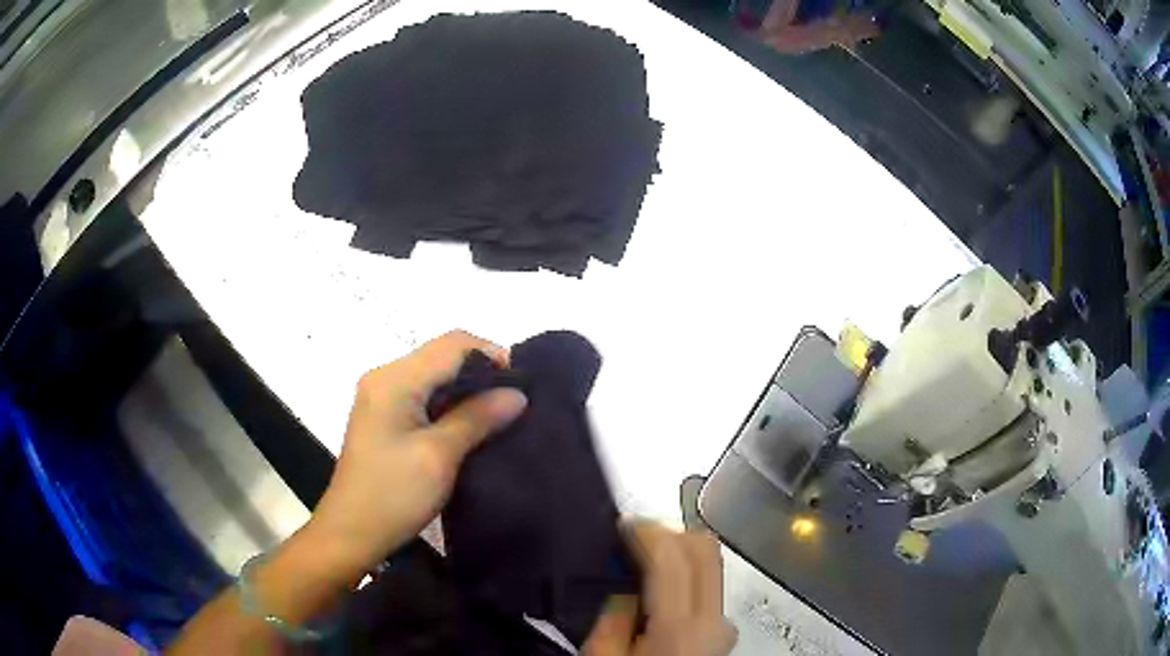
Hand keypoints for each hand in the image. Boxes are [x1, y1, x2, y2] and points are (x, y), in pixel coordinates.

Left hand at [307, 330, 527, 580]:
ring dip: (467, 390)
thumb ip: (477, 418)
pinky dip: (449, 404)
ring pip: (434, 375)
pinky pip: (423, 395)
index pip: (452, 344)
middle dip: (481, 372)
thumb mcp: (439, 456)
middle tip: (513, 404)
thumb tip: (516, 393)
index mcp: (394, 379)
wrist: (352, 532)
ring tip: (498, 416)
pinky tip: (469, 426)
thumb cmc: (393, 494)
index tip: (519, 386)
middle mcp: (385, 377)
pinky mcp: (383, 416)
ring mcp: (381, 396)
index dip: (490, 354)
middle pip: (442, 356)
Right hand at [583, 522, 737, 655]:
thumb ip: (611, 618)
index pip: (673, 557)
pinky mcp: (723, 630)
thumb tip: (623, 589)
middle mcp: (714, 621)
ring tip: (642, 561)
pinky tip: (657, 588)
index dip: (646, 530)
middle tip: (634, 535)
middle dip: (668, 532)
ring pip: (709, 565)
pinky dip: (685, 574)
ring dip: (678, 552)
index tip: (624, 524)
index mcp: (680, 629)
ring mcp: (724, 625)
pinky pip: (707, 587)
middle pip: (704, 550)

==

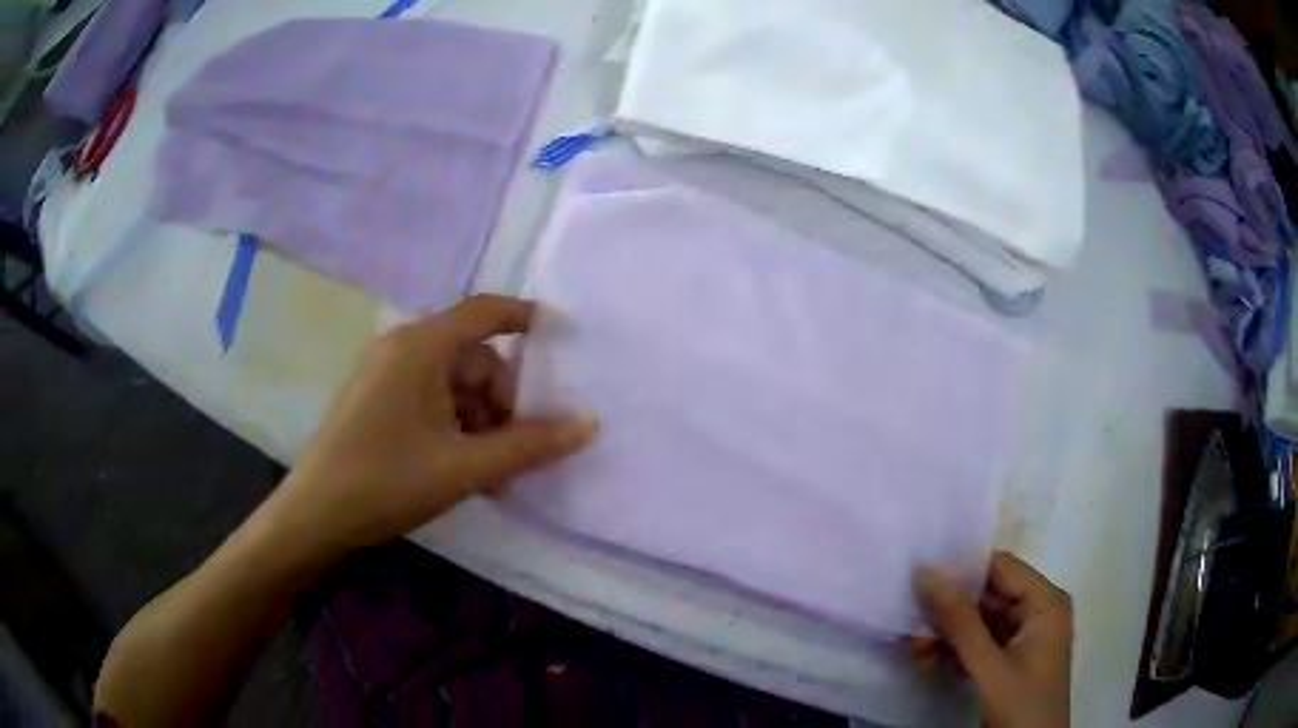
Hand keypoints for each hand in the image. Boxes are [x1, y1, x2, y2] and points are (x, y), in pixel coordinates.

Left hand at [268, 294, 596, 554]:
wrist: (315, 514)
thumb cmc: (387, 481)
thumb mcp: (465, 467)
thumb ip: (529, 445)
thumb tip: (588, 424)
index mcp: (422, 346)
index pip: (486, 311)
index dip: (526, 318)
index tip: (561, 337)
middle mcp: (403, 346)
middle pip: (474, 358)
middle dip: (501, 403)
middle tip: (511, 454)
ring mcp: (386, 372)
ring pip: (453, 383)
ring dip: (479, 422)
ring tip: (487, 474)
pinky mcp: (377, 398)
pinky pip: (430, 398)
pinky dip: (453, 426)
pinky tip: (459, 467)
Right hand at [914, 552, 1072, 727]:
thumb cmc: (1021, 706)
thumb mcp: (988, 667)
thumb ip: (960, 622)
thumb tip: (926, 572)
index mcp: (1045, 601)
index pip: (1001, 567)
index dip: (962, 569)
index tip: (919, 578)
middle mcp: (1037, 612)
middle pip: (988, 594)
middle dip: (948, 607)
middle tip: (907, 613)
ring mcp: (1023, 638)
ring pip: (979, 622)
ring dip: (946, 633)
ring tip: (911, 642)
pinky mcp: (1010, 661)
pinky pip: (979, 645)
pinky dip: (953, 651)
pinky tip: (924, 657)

**ACTION ITEM**
In the listing above, transcribe exactly everything from the line containing "middle mcp: (385, 377)" down to the line containing "middle pip: (704, 550)", including both and nothing more.

**SOLVED PROBLEM**
middle mcp: (385, 377)
pinky mcp: (383, 416)
ring mcp: (381, 396)
index dip: (490, 354)
middle pip: (442, 356)
Right hand at [583, 522, 737, 655]:
thumb ip: (611, 618)
index pip: (673, 557)
pinky mcp: (723, 630)
thumb tip: (623, 589)
middle mcp: (714, 621)
ring tip: (642, 561)
pinky tip: (657, 588)
index dip: (646, 530)
middle tip: (634, 535)
middle dip: (668, 532)
ring pip: (709, 565)
pinky dip: (685, 574)
ring dip: (678, 552)
index tip: (624, 524)
index mcp: (680, 629)
ring mcp: (724, 625)
pinky pip: (707, 587)
middle pip: (704, 550)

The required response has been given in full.